Patent Reform 3-10 Hearing Commentary

Senator Leahy convened a hearing earlier this week, and as predicted the bulk of commentary and controversy was over the issue of damages.  

CNNMoney and eweek noted this in their summaries early in the week.  

The press has generally reported the now familiar rift between “High Tech” companies favoring reforms that may serve to limit patent damages, and the representatives of “Bio/Pharma” arguing that the case for reform has not been made.  Phillip Johnson of Johnson & Johnson was quoted the most in articulating that position, while various persons in favor of the reform were cited, including Stanford professor Mark Lemley.  

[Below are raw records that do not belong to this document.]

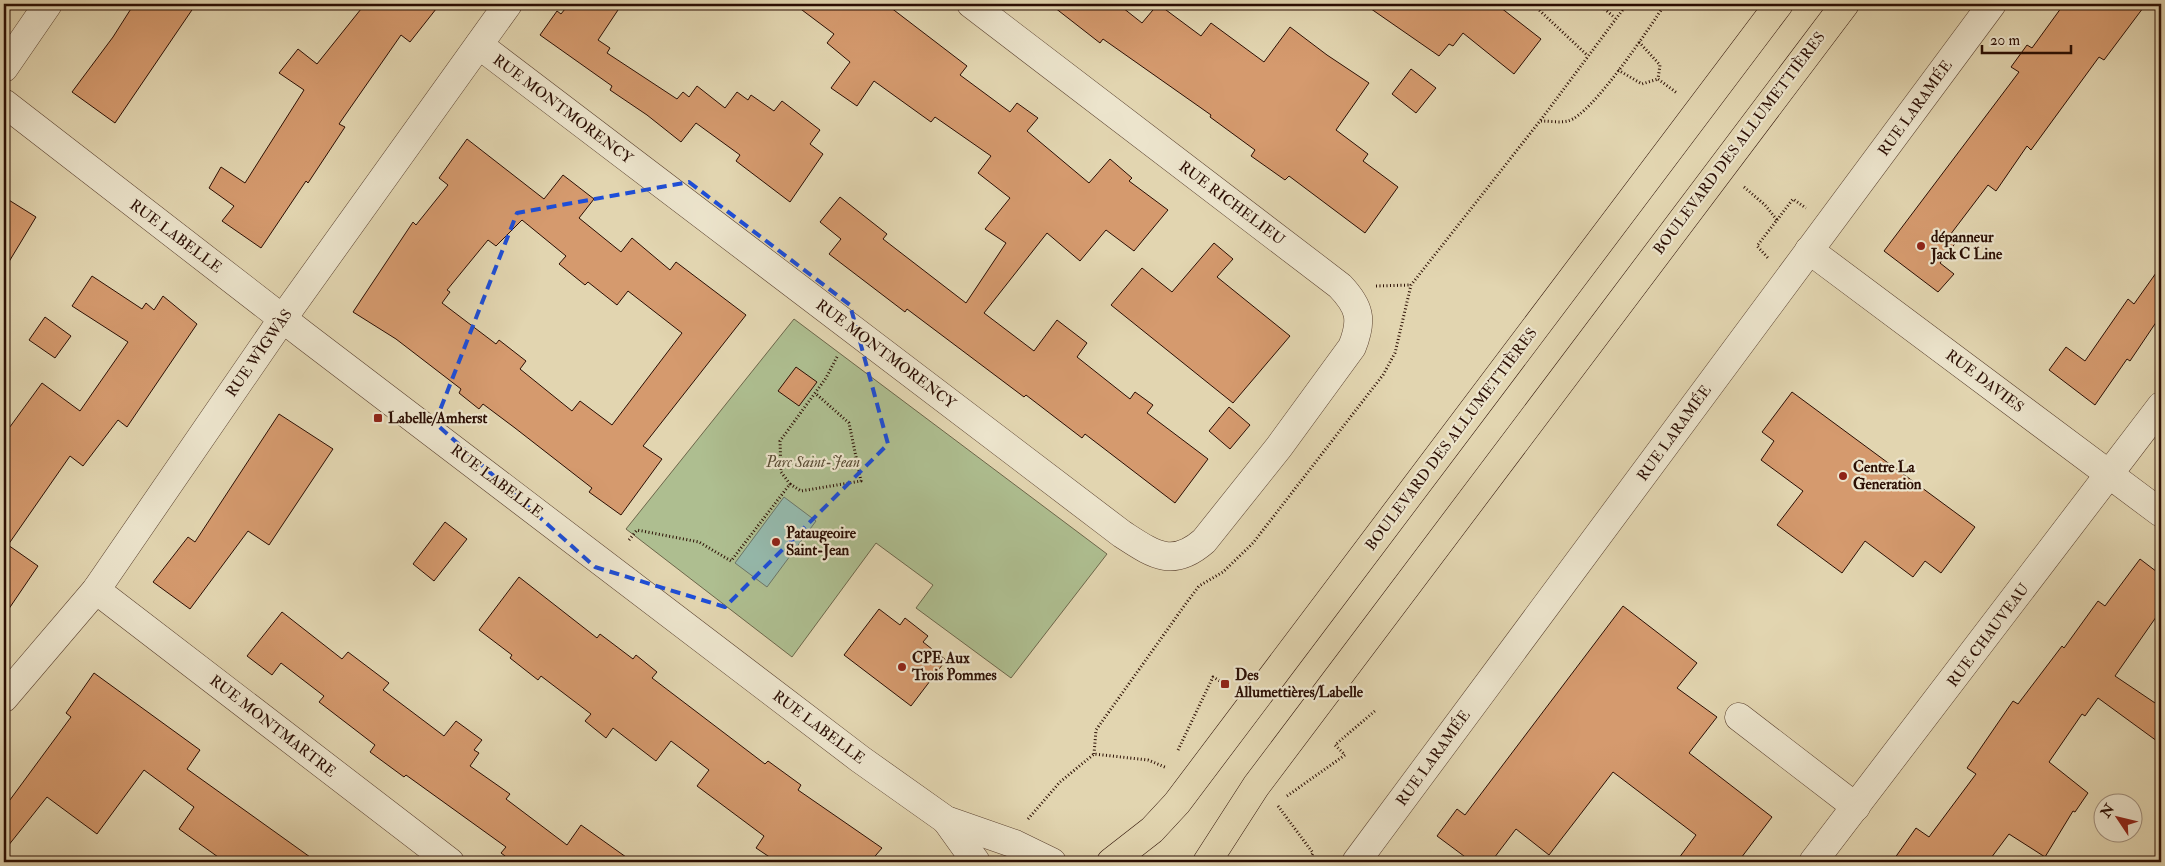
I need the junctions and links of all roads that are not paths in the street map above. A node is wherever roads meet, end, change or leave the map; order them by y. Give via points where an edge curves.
1 (48, 4) edge
2 (508, 4) edge
3 (971, 4) edge
4 (1779, 4) edge
5 (1844, 4) edge
6 (1992, 4) edge
7 (479, 45) junction
8 (4, 68) edge
9 (4, 103) edge
10 (1809, 250) junction
11 (283, 318) junction
12 (2161, 406) edge
13 (1279, 447) joint
14 (2111, 475) junction
15 (2161, 513) edge
16 (96, 590) junction
17 (4, 698) edge
18 (1739, 717) dead end
19 (1856, 807) junction
20 (946, 820) junction
21 (450, 862) edge
22 (976, 862) edge
23 (1052, 862) edge
24 (1111, 862) edge
25 (1207, 862) edge
26 (1356, 862) edge
27 (1813, 862) edge

1 - 8 street
2 - 7 street, RUE WÌGWÀS
3 - 13 street, RUE RICHELIEU via 1351,297 1359,318 1359,329 1352,347
4 - 24 main road, BOULEVARD DES ALLUMETTIÈRES via 1176,803 1152,830
5 - 25 main road, BOULEVARD DES ALLUMETTIÈRES via 1256,786
6 - 10 street, RUE LARAMÉE
7 - 11 street, RUE WÌGWÀS
7 - 13 street, RUE MONTMORENCY via 1122,534 1154,553 1169,558 1194,550
9 - 11 street, RUE LABELLE
10 - 14 street, RUE DAVIES
10 - 26 street, RUE LARAMÉE
11 - 16 street, RUE WÌGWÀS
11 - 20 street, RUE LABELLE via 860,759
12 - 14 street, RUE CHAUVEAU
14 - 15 street, RUE DAVIES
14 - 19 street, RUE CHAUVEAU
16 - 17 street, RUE WÌGWÀS
16 - 21 street, RUE MONTMARTRE
18 - 19 street
19 - 27 street, RUE CHAUVEAU
20 - 22 street, RUE LABELLE
20 - 23 street, RUE LABELLE via 1015,844

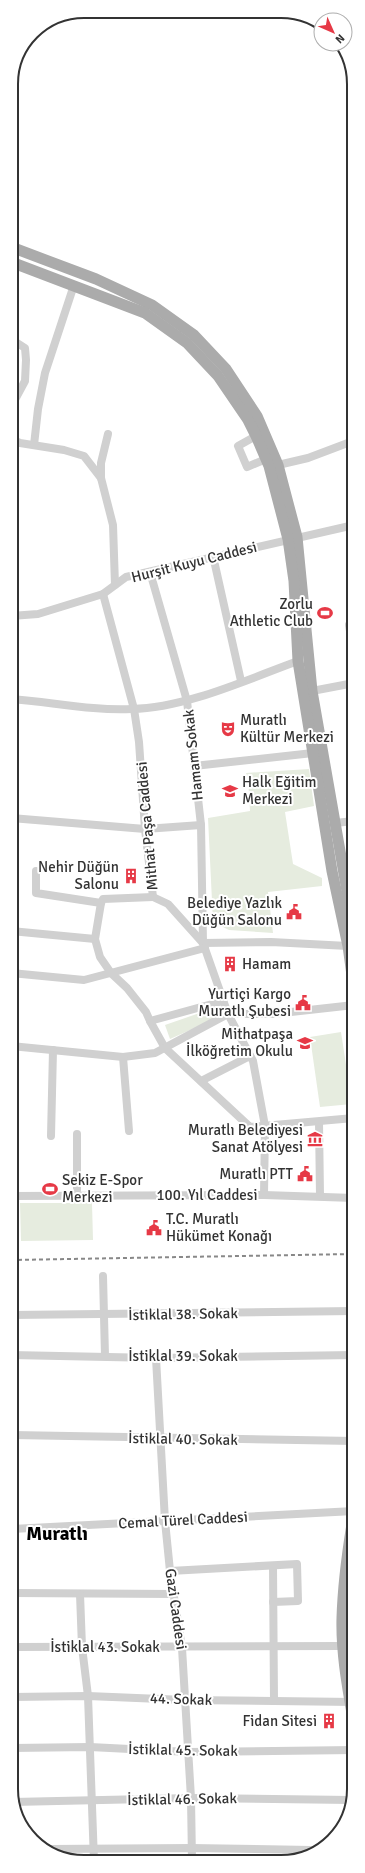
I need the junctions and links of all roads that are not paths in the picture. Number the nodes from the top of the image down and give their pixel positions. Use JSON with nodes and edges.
{"nodes":[{"id":1,"x":18,"y":250,"type":"edge"},
{"id":2,"x":18,"y":265,"type":"edge"},
{"id":3,"x":74,"y":285,"type":"junction"},
{"id":4,"x":18,"y":344,"type":"edge"},
{"id":5,"x":18,"y":394,"type":"edge"},
{"id":6,"x":108,"y":434,"type":"dead end"},
{"id":7,"x":256,"y":436,"type":"junction"},
{"id":8,"x":18,"y":442,"type":"edge"},
{"id":9,"x":347,"y":444,"type":"edge"},
{"id":10,"x":34,"y":445,"type":"junction"},
{"id":11,"x":266,"y":459,"type":"junction"},
{"id":12,"x":278,"y":465,"type":"junction"},
{"id":13,"x":100,"y":478,"type":"junction"},
{"id":14,"x":347,"y":526,"type":"edge"},
{"id":15,"x":292,"y":538,"type":"junction"},
{"id":16,"x":213,"y":556,"type":"junction"},
{"id":17,"x":150,"y":572,"type":"junction"},
{"id":18,"x":115,"y":585,"type":"junction"},
{"id":19,"x":103,"y":594,"type":"junction"},
{"id":20,"x":18,"y":615,"type":"edge"},
{"id":21,"x":298,"y":661,"type":"junction"},
{"id":22,"x":242,"y":681,"type":"junction"},
{"id":23,"x":347,"y":684,"type":"edge"},
{"id":24,"x":312,"y":690,"type":"junction"},
{"id":25,"x":18,"y":700,"type":"edge"},
{"id":26,"x":187,"y":701,"type":"junction"},
{"id":27,"x":134,"y":709,"type":"junction"},
{"id":28,"x":313,"y":753,"type":"junction"},
{"id":29,"x":194,"y":766,"type":"junction"},
{"id":30,"x":327,"y":808,"type":"junction"},
{"id":31,"x":18,"y":819,"type":"edge"},
{"id":32,"x":347,"y":822,"type":"edge"},
{"id":33,"x":335,"y":823,"type":"junction"},
{"id":34,"x":201,"y":825,"type":"junction"},
{"id":35,"x":145,"y":829,"type":"junction"},
{"id":36,"x":338,"y":871,"type":"junction"},
{"id":37,"x":36,"y":872,"type":"dead end"},
{"id":38,"x":153,"y":897,"type":"junction"},
{"id":39,"x":102,"y":901,"type":"junction"},
{"id":40,"x":347,"y":905,"type":"edge"},
{"id":41,"x":347,"y":924,"type":"edge"},
{"id":42,"x":18,"y":932,"type":"edge"},
{"id":43,"x":95,"y":939,"type":"junction"},
{"id":44,"x":204,"y":945,"type":"junction"},
{"id":45,"x":347,"y":948,"type":"edge"},
{"id":46,"x":111,"y":973,"type":"junction"},
{"id":47,"x":18,"y":974,"type":"edge"},
{"id":48,"x":222,"y":1001,"type":"junction"},
{"id":49,"x":347,"y":1006,"type":"edge"},
{"id":50,"x":228,"y":1014,"type":"junction"},
{"id":51,"x":150,"y":1022,"type":"junction"},
{"id":52,"x":18,"y":1047,"type":"edge"},
{"id":53,"x":165,"y":1048,"type":"junction"},
{"id":54,"x":53,"y":1050,"type":"junction"},
{"id":55,"x":250,"y":1056,"type":"junction"},
{"id":56,"x":123,"y":1057,"type":"junction"},
{"id":57,"x":201,"y":1082,"type":"junction"},
{"id":58,"x":347,"y":1119,"type":"edge"},
{"id":59,"x":319,"y":1122,"type":"junction"},
{"id":60,"x":265,"y":1126,"type":"junction"},
{"id":61,"x":129,"y":1131,"type":"dead end"},
{"id":62,"x":77,"y":1134,"type":"dead end"},
{"id":63,"x":51,"y":1136,"type":"dead end"},
{"id":64,"x":77,"y":1190,"type":"dead end"},
{"id":65,"x":264,"y":1195,"type":"junction"},
{"id":66,"x":18,"y":1196,"type":"edge"},
{"id":67,"x":320,"y":1196,"type":"junction"},
{"id":68,"x":347,"y":1198,"type":"edge"},
{"id":69,"x":103,"y":1276,"type":"dead end"},
{"id":70,"x":347,"y":1311,"type":"edge"},
{"id":71,"x":18,"y":1315,"type":"edge"},
{"id":72,"x":104,"y":1315,"type":"junction"},
{"id":73,"x":18,"y":1355,"type":"edge"},
{"id":74,"x":347,"y":1355,"type":"edge"},
{"id":75,"x":105,"y":1356,"type":"junction"},
{"id":76,"x":156,"y":1358,"type":"junction"},
{"id":77,"x":18,"y":1435,"type":"edge"},
{"id":78,"x":159,"y":1438,"type":"junction"},
{"id":79,"x":347,"y":1441,"type":"edge"},
{"id":80,"x":347,"y":1511,"type":"edge"},
{"id":81,"x":165,"y":1521,"type":"junction"},
{"id":82,"x":18,"y":1529,"type":"edge"},
{"id":83,"x":273,"y":1566,"type":"junction"},
{"id":84,"x":170,"y":1571,"type":"junction"},
{"id":85,"x":347,"y":1583,"type":"edge"},
{"id":86,"x":18,"y":1593,"type":"edge"},
{"id":87,"x":80,"y":1594,"type":"junction"},
{"id":88,"x":174,"y":1594,"type":"junction"},
{"id":89,"x":273,"y":1602,"type":"junction"},
{"id":90,"x":342,"y":1618,"type":"junction"},
{"id":91,"x":347,"y":1618,"type":"edge"},
{"id":92,"x":343,"y":1646,"type":"junction"},
{"id":93,"x":18,"y":1647,"type":"edge"},
{"id":94,"x":82,"y":1647,"type":"junction"},
{"id":95,"x":273,"y":1647,"type":"junction"},
{"id":96,"x":182,"y":1648,"type":"junction"},
{"id":97,"x":347,"y":1657,"type":"edge"},
{"id":98,"x":88,"y":1696,"type":"junction"},
{"id":99,"x":18,"y":1697,"type":"edge"},
{"id":100,"x":185,"y":1700,"type":"junction"},
{"id":101,"x":274,"y":1701,"type":"junction"},
{"id":102,"x":347,"y":1702,"type":"edge"},
{"id":103,"x":90,"y":1747,"type":"junction"},
{"id":104,"x":18,"y":1748,"type":"edge"},
{"id":105,"x":347,"y":1750,"type":"edge"},
{"id":106,"x":188,"y":1752,"type":"junction"},
{"id":107,"x":191,"y":1798,"type":"junction"},
{"id":108,"x":346,"y":1800,"type":"edge"},
{"id":109,"x":92,"y":1801,"type":"junction"},
{"id":110,"x":19,"y":1802,"type":"edge"},
{"id":111,"x":94,"y":1848,"type":"junction"},
{"id":112,"x":191,"y":1848,"type":"junction"},
{"id":113,"x":57,"y":1849,"type":"edge"},
{"id":114,"x":306,"y":1850,"type":"edge"},
{"id":115,"x":94,"y":1855,"type":"edge"},
{"id":116,"x":192,"y":1855,"type":"edge"}],
"edges":[{"from":1,"to":12,"type":"main road"},
{"from":2,"to":3,"type":"main road"},
{"from":3,"to":7,"type":"main road"},
{"from":3,"to":10,"type":"street"},
{"from":4,"to":5,"type":"street"},
{"from":6,"to":13,"type":"street"},
{"from":7,"to":11,"type":"main road"},
{"from":7,"to":11,"type":"street"},
{"from":8,"to":10,"type":"street"},
{"from":9,"to":12,"type":"street"},
{"from":10,"to":13,"type":"street"},
{"from":11,"to":15,"type":"main road"},
{"from":12,"to":15,"type":"main road"},
{"from":13,"to":18,"type":"street"},
{"from":14,"to":15,"type":"street","name":"Hurşit Kuyu Caddesi"},
{"from":15,"to":16,"type":"street","name":"Hurşit Kuyu Caddesi"},
{"from":15,"to":21,"type":"main road"},
{"from":15,"to":24,"type":"main road"},
{"from":16,"to":17,"type":"street","name":"Hurşit Kuyu Caddesi"},
{"from":16,"to":22,"type":"street"},
{"from":17,"to":18,"type":"street","name":"Hurşit Kuyu Caddesi"},
{"from":17,"to":26,"type":"street","name":"Hamam Sokak"},
{"from":18,"to":19,"type":"street","name":"Hurşit Kuyu Caddesi"},
{"from":19,"to":20,"type":"street","name":"Hurşit Kuyu Caddesi"},
{"from":19,"to":27,"type":"street","name":"Mithat Paşa Caddesi"},
{"from":21,"to":22,"type":"street"},
{"from":21,"to":28,"type":"main road"},
{"from":22,"to":26,"type":"street"},
{"from":23,"to":24,"type":"street"},
{"from":24,"to":30,"type":"main road"},
{"from":25,"to":27,"type":"street"},
{"from":26,"to":27,"type":"street"},
{"from":26,"to":29,"type":"street","name":"Hamam Sokak"},
{"from":27,"to":35,"type":"street","name":"Mithat Paşa Caddesi"},
{"from":28,"to":29,"type":"street"},
{"from":28,"to":30,"type":"main road"},
{"from":29,"to":34,"type":"street","name":"Hamam Sokak"},
{"from":30,"to":33,"type":"main road"},
{"from":30,"to":36,"type":"main road"},
{"from":31,"to":35,"type":"street"},
{"from":32,"to":33,"type":"street"},
{"from":33,"to":36,"type":"main road"},
{"from":34,"to":35,"type":"street"},
{"from":34,"to":44,"type":"street","name":"Hamam Sokak"},
{"from":35,"to":38,"type":"street","name":"Mithat Paşa Caddesi"},
{"from":36,"to":40,"type":"main road"},
{"from":36,"to":41,"type":"main road"},
{"from":37,"to":39,"type":"street"},
{"from":38,"to":39,"type":"street"},
{"from":38,"to":44,"type":"street","name":"Mithat Paşa Caddesi"},
{"from":39,"to":43,"type":"street"},
{"from":42,"to":43,"type":"street"},
{"from":43,"to":46,"type":"street"},
{"from":44,"to":45,"type":"street"},
{"from":44,"to":46,"type":"street"},
{"from":44,"to":48,"type":"street","name":"Mithat Paşa Caddesi"},
{"from":46,"to":47,"type":"street"},
{"from":46,"to":51,"type":"street"},
{"from":48,"to":50,"type":"street","name":"Mithat Paşa Caddesi"},
{"from":48,"to":51,"type":"street"},
{"from":49,"to":50,"type":"street"},
{"from":50,"to":53,"type":"street"},
{"from":50,"to":55,"type":"street","name":"Mithat Paşa Caddesi"},
{"from":51,"to":53,"type":"street"},
{"from":52,"to":54,"type":"street"},
{"from":53,"to":56,"type":"street"},
{"from":53,"to":57,"type":"street"},
{"from":54,"to":56,"type":"street"},
{"from":54,"to":63,"type":"street"},
{"from":55,"to":57,"type":"street"},
{"from":55,"to":60,"type":"street","name":"Mithat Paşa Caddesi"},
{"from":56,"to":61,"type":"street"},
{"from":57,"to":60,"type":"street"},
{"from":58,"to":59,"type":"street"},
{"from":59,"to":60,"type":"street"},
{"from":59,"to":67,"type":"street"},
{"from":60,"to":65,"type":"street","name":"Mithat Paşa Caddesi"},
{"from":62,"to":64,"type":"street"},
{"from":65,"to":66,"type":"street","name":"100. Yıl Caddesi"},
{"from":65,"to":67,"type":"street","name":"100. Yıl Caddesi"},
{"from":67,"to":68,"type":"street","name":"100. Yıl Caddesi"},
{"from":69,"to":72,"type":"street"},
{"from":70,"to":72,"type":"street","name":"İstiklal 38. Sokak"},
{"from":71,"to":72,"type":"street","name":"İstiklal 38. Sokak"},
{"from":72,"to":75,"type":"street"},
{"from":73,"to":75,"type":"street","name":"İstiklal 39. Sokak"},
{"from":74,"to":76,"type":"street","name":"İstiklal 39. Sokak"},
{"from":75,"to":76,"type":"street","name":"İstiklal 39. Sokak"},
{"from":76,"to":78,"type":"street","name":"Gazi Caddesi"},
{"from":77,"to":78,"type":"street","name":"İstiklal 40. Sokak"},
{"from":78,"to":79,"type":"street","name":"İstiklal 40. Sokak"},
{"from":78,"to":81,"type":"street","name":"Gazi Caddesi"},
{"from":80,"to":81,"type":"street","name":"Cemal Türel Caddesi"},
{"from":81,"to":82,"type":"street","name":"Cemal Türel Caddesi"},
{"from":81,"to":84,"type":"street","name":"Gazi Caddesi"},
{"from":83,"to":84,"type":"street"},
{"from":83,"to":89,"type":"street"},
{"from":83,"to":89,"type":"street"},
{"from":84,"to":88,"type":"street","name":"Gazi Caddesi"},
{"from":85,"to":90,"type":"main road"},
{"from":86,"to":87,"type":"street"},
{"from":87,"to":88,"type":"street"},
{"from":87,"to":94,"type":"street"},
{"from":88,"to":96,"type":"street","name":"Gazi Caddesi"},
{"from":89,"to":95,"type":"street"},
{"from":90,"to":91,"type":"street"},
{"from":90,"to":92,"type":"main road"},
{"from":92,"to":95,"type":"street","name":"İstiklal 43. Sokak"},
{"from":92,"to":97,"type":"main road"},
{"from":93,"to":94,"type":"street","name":"İstiklal 43. Sokak"},
{"from":94,"to":96,"type":"street","name":"İstiklal 43. Sokak"},
{"from":94,"to":98,"type":"street"},
{"from":95,"to":96,"type":"street","name":"İstiklal 43. Sokak"},
{"from":95,"to":101,"type":"street"},
{"from":96,"to":100,"type":"street","name":"Gazi Caddesi"},
{"from":98,"to":99,"type":"street","name":"44. Sokak"},
{"from":98,"to":100,"type":"street","name":"44. Sokak"},
{"from":98,"to":103,"type":"street"},
{"from":100,"to":101,"type":"street","name":"44. Sokak"},
{"from":100,"to":106,"type":"street","name":"Gazi Caddesi"},
{"from":101,"to":102,"type":"street","name":"44. Sokak"},
{"from":103,"to":104,"type":"street","name":"İstiklal 45. Sokak"},
{"from":103,"to":106,"type":"street","name":"İstiklal 45. Sokak"},
{"from":103,"to":109,"type":"street"},
{"from":105,"to":106,"type":"street","name":"İstiklal 45. Sokak"},
{"from":106,"to":107,"type":"street","name":"Gazi Caddesi"},
{"from":107,"to":108,"type":"street","name":"İstiklal 46. Sokak"},
{"from":107,"to":109,"type":"street","name":"İstiklal 46. Sokak"},
{"from":107,"to":112,"type":"street","name":"Gazi Caddesi"},
{"from":109,"to":110,"type":"street","name":"İstiklal 46. Sokak"},
{"from":109,"to":111,"type":"street"},
{"from":111,"to":112,"type":"street"},
{"from":111,"to":113,"type":"street"},
{"from":111,"to":115,"type":"street"},
{"from":112,"to":114,"type":"street"},
{"from":112,"to":116,"type":"street","name":"Gazi Caddesi"}]}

Lemley was quoted as decrying the “significant judicially created problem with litigation abuse of the patent system that Congress should address: the problem of damages calculation in reasonable royalty cases”.  In fact, Lemley’s position is more nuanced than that.  His prepared testimony noted that since Congress began debating patent reform, several decisions by the Supreme Court and the Federal Circuit have fixed some of the problems he saw in patent law.  These include eBay v. Mercexchange (regarding the availability of injunctive relief), KSR v. Teleflex (relating to obviousness), In Re Seagate (willful infringement), and others.  In fact, Lemley recommended holding off on patent damages reform until after the Federal Circuit has ruled on several cases that will affect the reasonable royalty analysis, including the entire market value doctrine potentially at issue in the Lucent v. Gateway case currently pending before the Federal Circuit.

Richard Cauley has an excellent guest post in PatentlyO about the proposed reforms to patent damages. He notes that while the intent of the proposed reforms are noble – limiting patent damages to the economic value of the patent – the effect will be to create a judicial nightmare of hearings on how to apply the Georgia Pacific factors – or “damages Markmans”.